Monday, November 18, 2019

Is your website ADA compliant?

Is your website ADA compliant? It better be.

This may or may not be something you’ve paid a lot of attention to, but the Americans With Disabilities Act now includes regulations for websites.

Colors, font sizes – that sort of thing. According to an article in Forbes earlier this year "Your website, of course, isn't discriminating based on not having an elevator or ramp, but it may not be using appropriate colors, fonts and file types. Hard-to-see colors and fonts can discriminate against people with visual impairments, as can certain file types that don't allow computers to read text out loud for those who need such an accommodation." 

Read the whole thing here. It’s worth the time. Here’s another good read. Obviously, there is plenty more out there.

Your web firm is probably on top of this, but just in case, it’s not a bad idea to familiarize yourself with it . . . 

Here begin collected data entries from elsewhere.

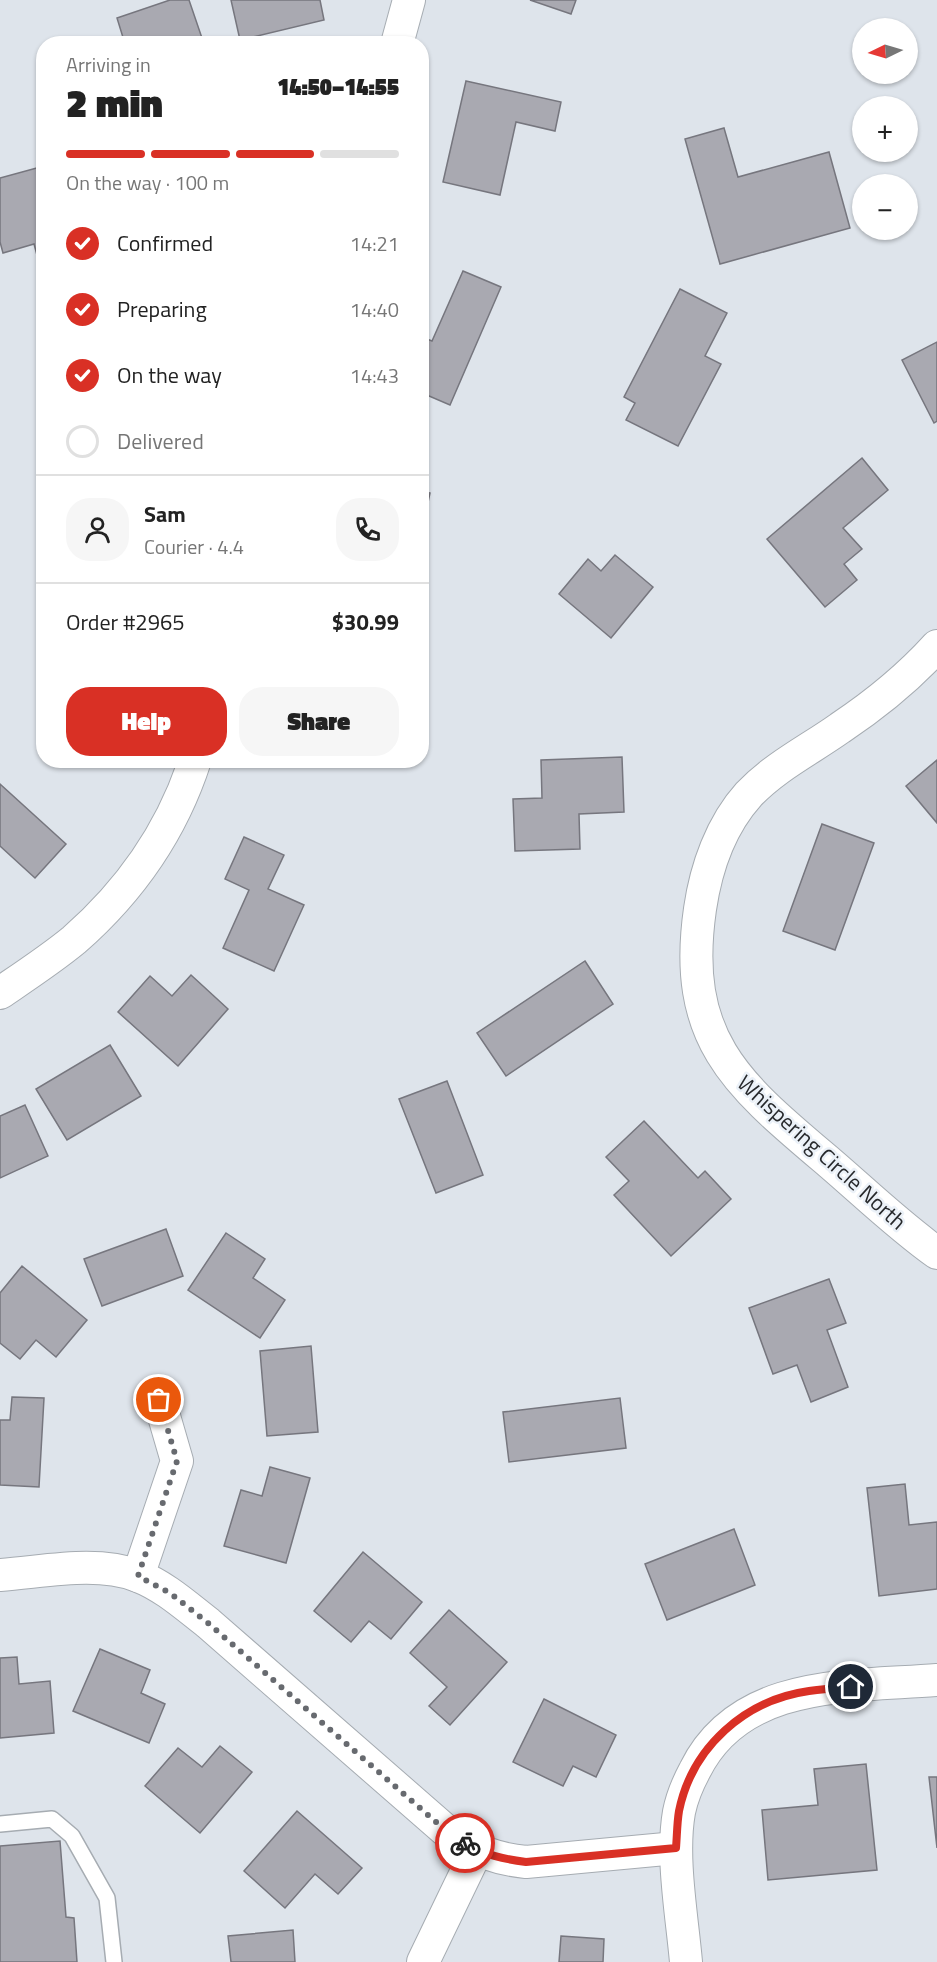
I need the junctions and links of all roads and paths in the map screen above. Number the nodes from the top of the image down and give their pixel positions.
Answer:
1 (409, 0) edge
2 (399, 36) edge
3 (937, 646) edge
4 (192, 768) edge
5 (1, 991) edge
6 (937, 1253) edge
7 (159, 1400) dead end
8 (0, 1575) edge
9 (138, 1576) junction
10 (937, 1680) edge
11 (0, 1824) edge
12 (676, 1848) junction
13 (477, 1851) junction
14 (114, 1962) edge
15 (423, 1962) edge
16 (686, 1962) edge

1 - 2 street
3 - 6 street, Whispering Circle North
4 - 5 street
7 - 9 street
8 - 9 street
9 - 13 street
10 - 12 street
11 - 14 lane
12 - 13 street
12 - 16 street
13 - 15 street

. . . if for no other reason than to avoid the expense of fighting a lawsuit. There are legitimate suits being filed, but these days, nuisance suits (the kind where the plaintiff knows it will cost you less to settle than to pay the legal fees involved with fighting it) are a fact of life. In any event, don't think you'll be able to simply point to your web design firm if the government or somebody's lawyer comes calling.

If you Google something along the lines of “is my website ADA compliant,” you’re going to find a lot of sites where you can enter your web address and get a free test. Obviously, almost all of these free checks are sponsored by companies who want to sell you solutions. But you can run the test, sometimes without even giving up your email address. Some of them will offer a detailed summary of any problems they have identified and others will just tell you how close you are to being in compliance and leave it at that.

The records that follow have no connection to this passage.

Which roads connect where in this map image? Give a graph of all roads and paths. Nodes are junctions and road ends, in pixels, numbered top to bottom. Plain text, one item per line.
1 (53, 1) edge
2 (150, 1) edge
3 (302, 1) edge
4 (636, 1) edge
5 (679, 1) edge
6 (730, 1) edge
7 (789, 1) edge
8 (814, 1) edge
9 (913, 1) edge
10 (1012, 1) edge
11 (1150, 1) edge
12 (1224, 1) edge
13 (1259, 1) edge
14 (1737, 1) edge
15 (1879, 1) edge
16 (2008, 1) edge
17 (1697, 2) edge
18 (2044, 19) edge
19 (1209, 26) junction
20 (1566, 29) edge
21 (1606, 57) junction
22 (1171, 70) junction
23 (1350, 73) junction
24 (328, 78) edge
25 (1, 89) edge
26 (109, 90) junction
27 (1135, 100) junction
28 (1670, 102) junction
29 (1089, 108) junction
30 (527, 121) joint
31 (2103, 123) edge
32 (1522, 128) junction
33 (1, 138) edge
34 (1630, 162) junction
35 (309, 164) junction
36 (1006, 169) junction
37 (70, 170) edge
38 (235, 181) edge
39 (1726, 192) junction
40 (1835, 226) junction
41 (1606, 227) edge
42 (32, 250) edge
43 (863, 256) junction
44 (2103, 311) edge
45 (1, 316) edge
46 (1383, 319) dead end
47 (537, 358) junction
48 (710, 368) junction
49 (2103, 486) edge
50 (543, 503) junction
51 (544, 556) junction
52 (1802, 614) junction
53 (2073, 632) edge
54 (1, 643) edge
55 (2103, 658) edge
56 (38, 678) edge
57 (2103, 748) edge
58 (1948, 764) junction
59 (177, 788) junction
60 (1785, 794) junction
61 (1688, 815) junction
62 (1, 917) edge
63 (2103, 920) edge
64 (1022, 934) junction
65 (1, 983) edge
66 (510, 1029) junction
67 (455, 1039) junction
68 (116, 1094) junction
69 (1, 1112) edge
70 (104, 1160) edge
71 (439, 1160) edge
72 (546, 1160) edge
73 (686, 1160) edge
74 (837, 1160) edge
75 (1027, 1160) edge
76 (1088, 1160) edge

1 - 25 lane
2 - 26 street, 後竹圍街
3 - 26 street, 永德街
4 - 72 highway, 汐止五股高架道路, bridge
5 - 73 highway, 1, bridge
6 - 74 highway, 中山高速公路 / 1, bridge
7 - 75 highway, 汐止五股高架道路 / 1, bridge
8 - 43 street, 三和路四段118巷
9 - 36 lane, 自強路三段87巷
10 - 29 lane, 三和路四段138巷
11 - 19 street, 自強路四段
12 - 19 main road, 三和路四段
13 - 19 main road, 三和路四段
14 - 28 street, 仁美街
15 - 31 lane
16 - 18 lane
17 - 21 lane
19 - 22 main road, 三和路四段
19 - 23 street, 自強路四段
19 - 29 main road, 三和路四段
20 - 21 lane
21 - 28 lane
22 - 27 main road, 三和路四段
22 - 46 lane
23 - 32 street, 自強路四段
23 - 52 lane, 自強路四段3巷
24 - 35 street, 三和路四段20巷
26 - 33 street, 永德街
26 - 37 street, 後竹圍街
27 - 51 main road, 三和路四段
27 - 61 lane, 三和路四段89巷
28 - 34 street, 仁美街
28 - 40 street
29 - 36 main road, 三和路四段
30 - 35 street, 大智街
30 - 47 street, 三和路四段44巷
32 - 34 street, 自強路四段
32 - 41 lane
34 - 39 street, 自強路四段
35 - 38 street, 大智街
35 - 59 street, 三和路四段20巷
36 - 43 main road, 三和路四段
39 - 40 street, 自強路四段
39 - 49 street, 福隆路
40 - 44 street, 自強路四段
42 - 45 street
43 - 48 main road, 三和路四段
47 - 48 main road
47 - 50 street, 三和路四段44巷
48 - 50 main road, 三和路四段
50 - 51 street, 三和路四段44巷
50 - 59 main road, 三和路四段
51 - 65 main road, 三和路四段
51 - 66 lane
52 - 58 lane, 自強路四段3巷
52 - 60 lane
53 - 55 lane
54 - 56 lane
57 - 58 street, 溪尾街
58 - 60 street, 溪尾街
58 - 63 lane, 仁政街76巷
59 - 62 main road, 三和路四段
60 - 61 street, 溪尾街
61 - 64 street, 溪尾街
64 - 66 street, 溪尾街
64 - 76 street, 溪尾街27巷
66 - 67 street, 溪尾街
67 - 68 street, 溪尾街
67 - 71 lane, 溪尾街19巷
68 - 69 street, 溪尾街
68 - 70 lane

Again, these people want to sell you something, but if you run your site through two or three and get similar answers, you’re going to get a pretty good idea as to whether you ought to be concerned or not. 

Here are two of those we’ve tried to get you started. Surely you can find more.

AudioEye Marketplace

Web Accessibility by Level Access

There are good reasons for ensuring that your site is ADA compliant. Obviously, you don’t want to run afoul of the government. Or risk a lawsuit. But if you want to be crassly commercial about it, you wouldn’t want to lose any business because someone can’t navigate your website, either.

However pure or commercial your motivation, it can’t hurt to take a few minutes and see what's what with your website.